“Here. Here, Leigh,” Thomas says, one of his warm hands touching the outside of mine while he nudges a cool can against my palm with his other.
My eyes water as I look at him, regarding me with a mix of amusement and pride and responsibility. It’s all too much. I drop my lids and take a big drink of 7UP. It helps the sting in my chest, so I take two more, slower, and when I open my eyes again, Thomas is still looking at me.
He doesn’t say anything as I swallow a hiccup and breathe out through pursed lips. He watches, and his attention, the way his blues feel like weight, like gravity—the involvement and accountability he looks at me with—makes me feel a little crazy.
And I like it.
TWO WEEKS later, I’m back in Thomas’ room, helping Becka search for her shoe.
Today is April Fools’ day, which also happens to be her birthday. She’s turning thirteen before me, but I’m too excited to be jealous. Birthdays are always great days.
“Thomas, you stupid boy.” She kneels next to his desk, digging around.
He’s told her it’s not in here, but she’s been looking for the better part of an hour. Wherever her left Chuck Taylor is, Thomas has hidden it well this time.
“Rebecka Marie, man, come on,” the hazy-eyed hider says as he steps past where I’m standing in the doorway watching. Tossing his jacket on his unmade bed, he laughs. He’s in a good mood, but what he’s actually saying is clear: get out of my shit.
“Give me my shoe,” his sister demands.
Thomas smiles crooked at her, then over at me while she goes back to tearing his room apart. “Maybe Jameson here can help you.”
Lucky for me, Becka’s too busy double-checking under his bed to notice what he said. But that doesn’t stop my cheeks from tingling with heat. I know they’re pink, and it’s not the blush I swept across them this morning. I move my right hand under my chin, back and forth in the universal oh my gosh, shut your mouth and stop talking right freaking now motion.
Thomas’ grin breaks into a chuckle so deep my pink cheeks turn red.
“See you, strawberry blonde.” He walks by, flipping one of my low-pulled pigtails over my shoulder.
Half an hour later, Becka and I are sitting on the couch watching a Rodney Mullen documentary. We each have one shoe on, one shoe off—mine out of sympathy, and hers because she still can’t find it.
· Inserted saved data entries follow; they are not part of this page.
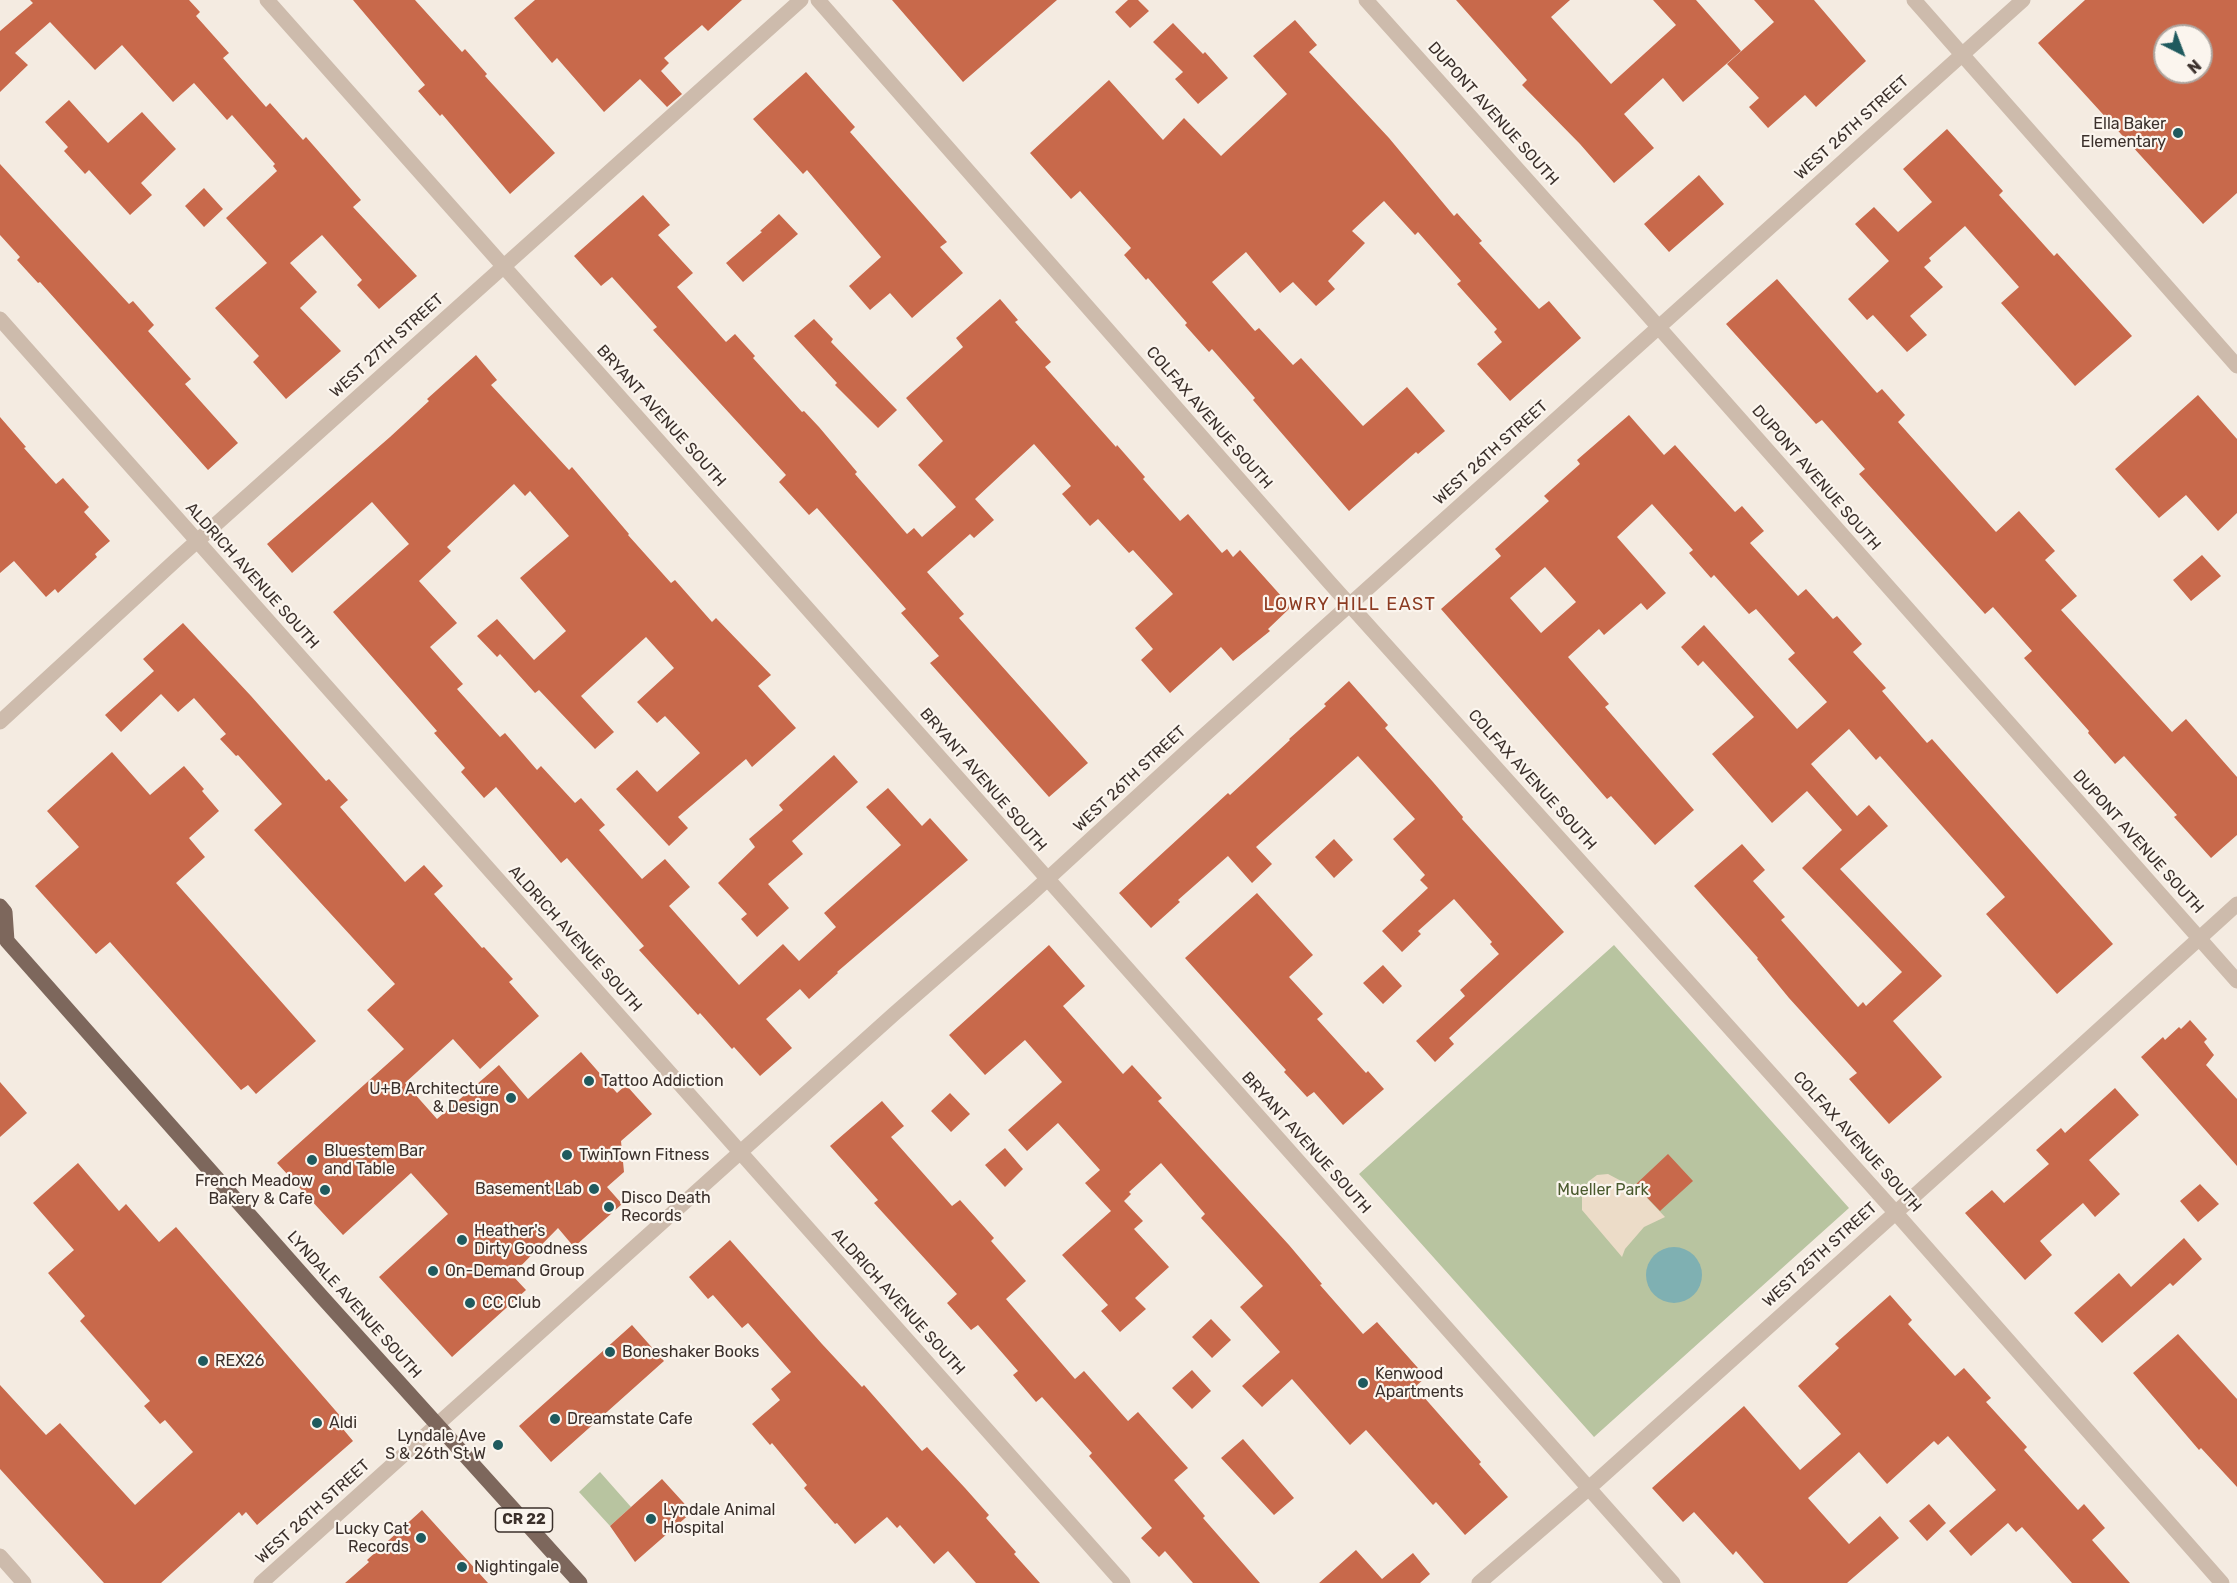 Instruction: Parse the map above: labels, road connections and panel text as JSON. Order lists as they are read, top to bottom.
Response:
{
  "streets": {
    "main road": ["LYNDALE AVENUE SOUTH", "CR 22"],
    "street": [
      "DUPONT AVENUE SOUTH",
      "WEST 26TH STREET",
      "WEST 27TH STREET",
      "BRYANT AVENUE SOUTH",
      "COLFAX AVENUE SOUTH",
      "ALDRICH AVENUE SOUTH",
      "WEST 25TH STREET"
    ]
  },
  "crossings": [
    ["DUPONT AVENUE SOUTH", "WEST 26TH STREET"],
    ["DUPONT AVENUE SOUTH", "WEST 25TH STREET"],
    ["WEST 26TH STREET", "BRYANT AVENUE SOUTH"],
    ["WEST 26TH STREET", "COLFAX AVENUE SOUTH"],
    ["WEST 26TH STREET", "ALDRICH AVENUE SOUTH"],
    ["WEST 26TH STREET", "LYNDALE AVENUE SOUTH"],
    ["WEST 27TH STREET", "BRYANT AVENUE SOUTH"],
    ["WEST 27TH STREET", "ALDRICH AVENUE SOUTH"],
    ["BRYANT AVENUE SOUTH", "WEST 25TH STREET"],
    ["COLFAX AVENUE SOUTH", "WEST 25TH STREET"]
  ],
  "districts": ["LOWRY HILL EAST"],
  "parks": ["Mueller Park"],
  "places": [
    "Ella Baker Elementary",
    "Tattoo Addiction",
    "U+B Architecture & Design",
    "TwinTown Fitness",
    "Bluestem Bar and Table",
    "Basement Lab",
    "French Meadow Bakery & Cafe",
    "Disco Death Records",
    "Heather's Dirty Goodness",
    "On-Demand Group",
    "CC Club",
    "Boneshaker Books",
    "REX26",
    "Kenwood Apartments",
    "Dreamstate Cafe",
    "Aldi",
    "Lyndale Ave S & 26th St W",
    "Lyndale Animal Hospital",
    "Lucky Cat Records",
    "Nightingale"
  ],
  "north": "bottom right"
} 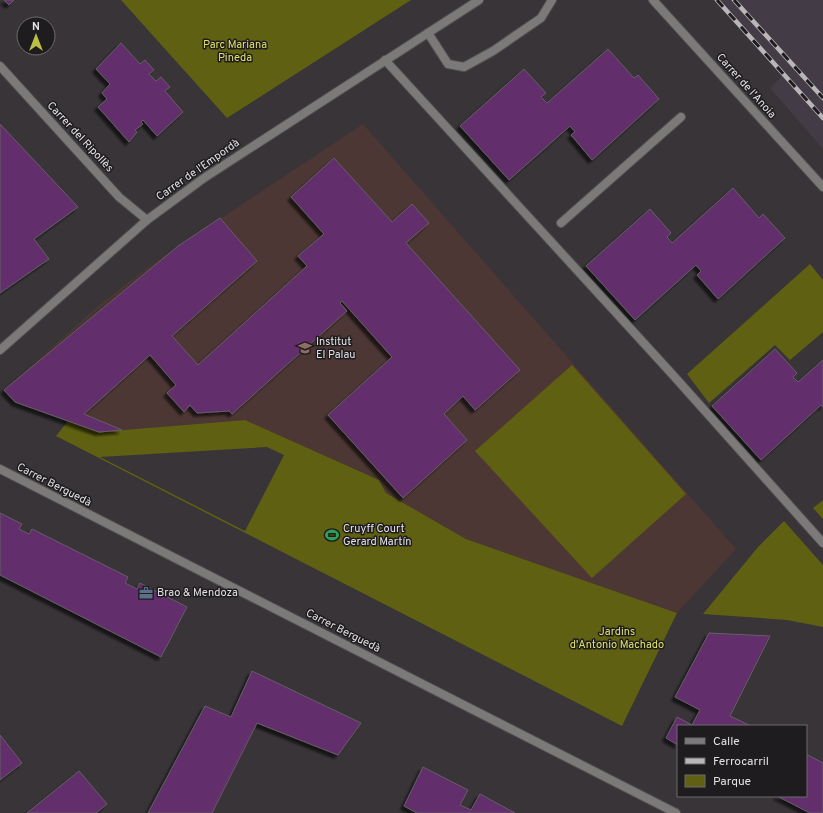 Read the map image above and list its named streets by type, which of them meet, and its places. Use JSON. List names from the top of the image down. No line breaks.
{"streets":{"street":["Carrer de l'Anoia","Carrer del Ripollès","Carrer de l'Empordà","Carrer Berguedà"]},"crossings":[["Carrer del Ripollès","Carrer de l'Empordà"]],"parks":["Parc Mariana Pineda","Jardins d'Antonio Machado"],"places":{"school or university":["Institut El Palau"],"sports":["Cruyff Court Gerard Martín"],"office":["Brao & Mendoza"]},"legend":["Calle","Ferrocarril","Parque"],"north":"top"} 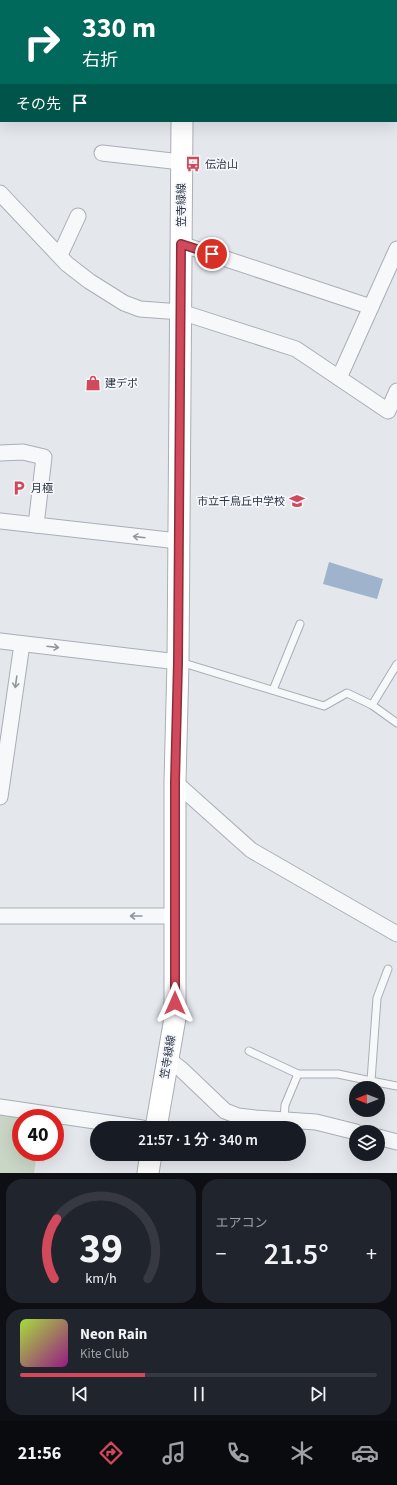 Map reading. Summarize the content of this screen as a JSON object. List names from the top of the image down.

While the godfather of street skating kicks a helipop heel flip on the screen, Tommy opens the front door carrying a tattered Converse All Star in one hand and two pizza boxes under her other arm.
“This was in the mailbox,” she says, dangling the shoe from its dirty string. She smiles as she drops it into her daughter’s lap. “I believe it belongs to the birthday girl.”
Thomas’ laugh carries from the kitchen.
He and Lucas join us at the table for dinner, and people start showing up afterward. Jackie arrives first, then Oliver and Smitty come together, followed by Ben and Petey. My parents come too, and the neighbors from across the street. There are no candles or singing, but there is ice cream cake and a mountain of gifts—including a massive new stereo for the birthday girl’s bedroom.
Smitty tucks a mix CD into her backpack when she’s not looking. When they’re talking without words a few minutes later, Petey sticks his finger in her cake. She’s not amused with the hole he leaves, but it’s an all-around good party.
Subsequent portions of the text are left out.